▶ What the exercise asks: Your task is to work out how many lines in the data that follows hold "edges" and to state that number alone.

▶ Data to examine:
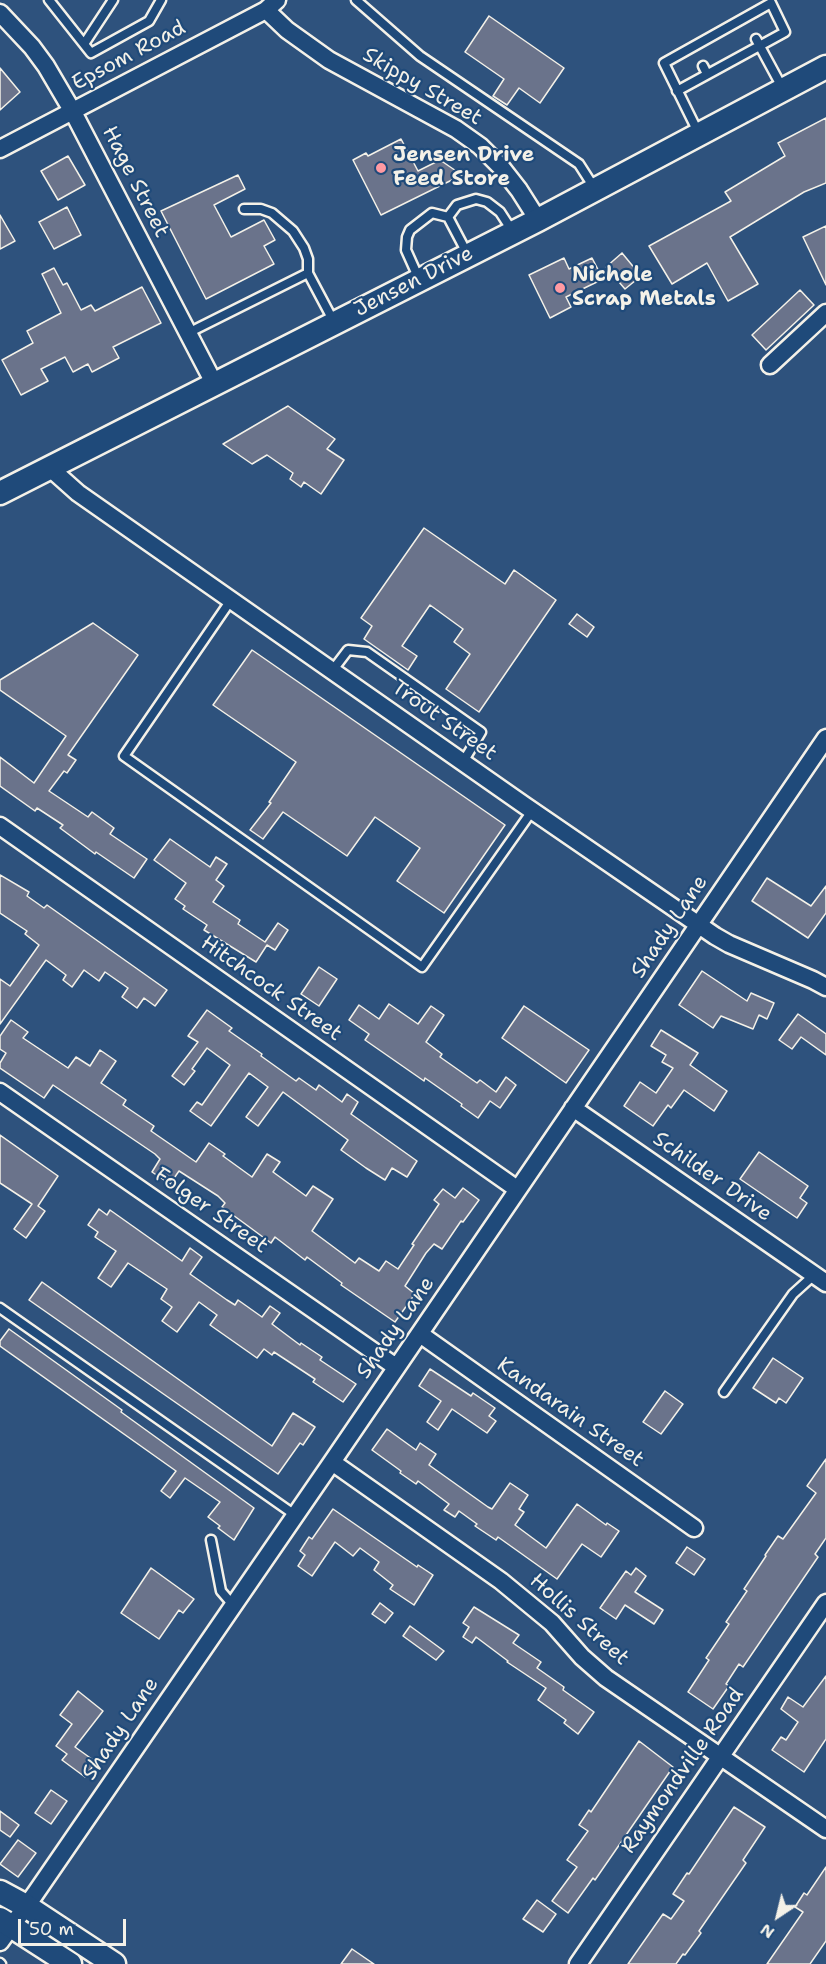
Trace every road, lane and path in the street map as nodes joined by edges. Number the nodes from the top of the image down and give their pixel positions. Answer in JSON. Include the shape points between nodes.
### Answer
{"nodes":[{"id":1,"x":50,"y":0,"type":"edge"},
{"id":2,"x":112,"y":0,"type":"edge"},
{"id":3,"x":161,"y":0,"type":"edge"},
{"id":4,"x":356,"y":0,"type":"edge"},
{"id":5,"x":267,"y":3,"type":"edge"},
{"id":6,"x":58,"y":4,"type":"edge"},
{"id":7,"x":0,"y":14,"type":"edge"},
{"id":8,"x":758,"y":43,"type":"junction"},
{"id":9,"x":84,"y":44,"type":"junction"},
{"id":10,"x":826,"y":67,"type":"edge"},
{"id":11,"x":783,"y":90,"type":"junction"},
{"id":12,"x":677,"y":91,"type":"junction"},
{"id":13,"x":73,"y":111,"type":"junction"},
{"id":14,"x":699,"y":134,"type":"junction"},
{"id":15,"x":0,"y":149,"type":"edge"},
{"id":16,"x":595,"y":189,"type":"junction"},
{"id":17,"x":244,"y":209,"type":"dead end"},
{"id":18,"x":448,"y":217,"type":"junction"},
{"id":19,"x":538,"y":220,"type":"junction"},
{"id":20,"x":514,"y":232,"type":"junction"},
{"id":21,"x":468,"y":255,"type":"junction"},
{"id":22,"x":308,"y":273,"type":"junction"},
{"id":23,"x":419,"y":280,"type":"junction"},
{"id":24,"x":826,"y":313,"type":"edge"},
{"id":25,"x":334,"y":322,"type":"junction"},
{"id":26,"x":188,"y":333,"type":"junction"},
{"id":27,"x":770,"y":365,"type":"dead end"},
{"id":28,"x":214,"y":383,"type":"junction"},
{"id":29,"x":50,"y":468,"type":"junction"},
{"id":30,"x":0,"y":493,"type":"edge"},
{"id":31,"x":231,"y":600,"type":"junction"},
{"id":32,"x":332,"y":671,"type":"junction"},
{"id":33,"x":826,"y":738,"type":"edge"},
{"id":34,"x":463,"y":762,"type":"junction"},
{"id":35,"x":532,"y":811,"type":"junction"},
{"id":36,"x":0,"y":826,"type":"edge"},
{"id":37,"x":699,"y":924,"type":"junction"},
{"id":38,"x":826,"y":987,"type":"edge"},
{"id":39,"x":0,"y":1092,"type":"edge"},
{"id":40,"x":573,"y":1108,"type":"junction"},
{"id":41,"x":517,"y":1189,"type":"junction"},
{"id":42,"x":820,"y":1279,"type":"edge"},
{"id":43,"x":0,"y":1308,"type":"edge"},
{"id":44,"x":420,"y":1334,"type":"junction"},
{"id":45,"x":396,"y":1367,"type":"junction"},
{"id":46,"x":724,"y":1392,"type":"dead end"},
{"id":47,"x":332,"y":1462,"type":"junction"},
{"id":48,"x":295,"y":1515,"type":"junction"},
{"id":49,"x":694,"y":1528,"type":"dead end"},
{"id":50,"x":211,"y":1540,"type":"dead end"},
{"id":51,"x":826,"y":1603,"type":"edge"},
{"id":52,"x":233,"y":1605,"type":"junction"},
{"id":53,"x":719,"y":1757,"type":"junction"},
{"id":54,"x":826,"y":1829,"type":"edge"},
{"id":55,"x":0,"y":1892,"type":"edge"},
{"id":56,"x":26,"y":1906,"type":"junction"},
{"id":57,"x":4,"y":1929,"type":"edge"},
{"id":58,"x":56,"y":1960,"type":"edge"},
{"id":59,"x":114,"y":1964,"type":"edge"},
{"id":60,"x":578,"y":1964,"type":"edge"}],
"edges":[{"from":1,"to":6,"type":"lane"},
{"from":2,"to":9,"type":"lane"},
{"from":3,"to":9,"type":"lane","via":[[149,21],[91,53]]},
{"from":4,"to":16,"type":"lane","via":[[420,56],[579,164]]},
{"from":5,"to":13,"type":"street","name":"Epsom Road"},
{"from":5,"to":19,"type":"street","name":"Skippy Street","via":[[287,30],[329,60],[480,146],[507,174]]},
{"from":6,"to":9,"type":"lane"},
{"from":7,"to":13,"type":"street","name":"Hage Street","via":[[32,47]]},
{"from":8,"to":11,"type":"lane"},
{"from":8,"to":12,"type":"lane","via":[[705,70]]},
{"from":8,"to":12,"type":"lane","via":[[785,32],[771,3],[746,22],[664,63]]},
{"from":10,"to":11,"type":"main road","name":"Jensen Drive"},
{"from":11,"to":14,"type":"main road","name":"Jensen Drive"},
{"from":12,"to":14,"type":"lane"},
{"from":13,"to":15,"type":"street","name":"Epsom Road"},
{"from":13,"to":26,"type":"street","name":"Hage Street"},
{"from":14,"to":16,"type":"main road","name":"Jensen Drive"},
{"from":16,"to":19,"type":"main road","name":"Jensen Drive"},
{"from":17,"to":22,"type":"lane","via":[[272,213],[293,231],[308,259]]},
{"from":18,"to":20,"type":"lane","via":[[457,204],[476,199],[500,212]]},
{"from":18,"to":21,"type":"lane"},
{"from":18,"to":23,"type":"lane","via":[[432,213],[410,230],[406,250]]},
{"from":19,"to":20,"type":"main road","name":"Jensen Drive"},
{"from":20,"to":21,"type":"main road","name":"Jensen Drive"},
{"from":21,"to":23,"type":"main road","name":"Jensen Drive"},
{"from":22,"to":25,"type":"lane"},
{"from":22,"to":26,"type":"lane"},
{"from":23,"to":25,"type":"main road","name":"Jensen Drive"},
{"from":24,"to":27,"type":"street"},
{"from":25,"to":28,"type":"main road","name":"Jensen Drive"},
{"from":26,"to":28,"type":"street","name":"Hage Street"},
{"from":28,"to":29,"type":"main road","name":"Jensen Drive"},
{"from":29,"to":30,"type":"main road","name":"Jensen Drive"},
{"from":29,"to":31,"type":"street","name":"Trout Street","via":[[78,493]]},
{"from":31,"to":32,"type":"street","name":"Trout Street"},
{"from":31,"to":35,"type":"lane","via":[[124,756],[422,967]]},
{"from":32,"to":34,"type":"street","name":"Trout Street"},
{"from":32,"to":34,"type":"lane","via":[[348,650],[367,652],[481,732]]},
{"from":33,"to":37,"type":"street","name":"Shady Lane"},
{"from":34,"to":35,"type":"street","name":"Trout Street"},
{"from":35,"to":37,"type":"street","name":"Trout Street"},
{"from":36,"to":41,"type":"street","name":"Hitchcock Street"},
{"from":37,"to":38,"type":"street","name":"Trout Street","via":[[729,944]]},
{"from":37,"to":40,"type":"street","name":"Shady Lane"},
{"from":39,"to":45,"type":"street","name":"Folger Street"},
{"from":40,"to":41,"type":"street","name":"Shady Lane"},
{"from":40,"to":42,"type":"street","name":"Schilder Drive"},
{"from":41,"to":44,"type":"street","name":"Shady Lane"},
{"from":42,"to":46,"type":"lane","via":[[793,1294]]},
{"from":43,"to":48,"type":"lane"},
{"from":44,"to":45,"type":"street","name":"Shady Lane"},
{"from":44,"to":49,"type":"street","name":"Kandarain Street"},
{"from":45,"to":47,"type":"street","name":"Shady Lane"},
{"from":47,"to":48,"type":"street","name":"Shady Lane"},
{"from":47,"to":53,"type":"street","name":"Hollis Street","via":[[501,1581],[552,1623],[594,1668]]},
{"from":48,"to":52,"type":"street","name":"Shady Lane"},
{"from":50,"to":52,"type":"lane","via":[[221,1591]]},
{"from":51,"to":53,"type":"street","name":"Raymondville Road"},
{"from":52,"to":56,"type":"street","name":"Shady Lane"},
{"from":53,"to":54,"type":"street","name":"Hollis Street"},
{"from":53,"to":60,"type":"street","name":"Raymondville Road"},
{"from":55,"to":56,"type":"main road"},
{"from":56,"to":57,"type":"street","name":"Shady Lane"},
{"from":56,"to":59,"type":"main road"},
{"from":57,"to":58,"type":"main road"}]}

▶ Answer to this exercise: 2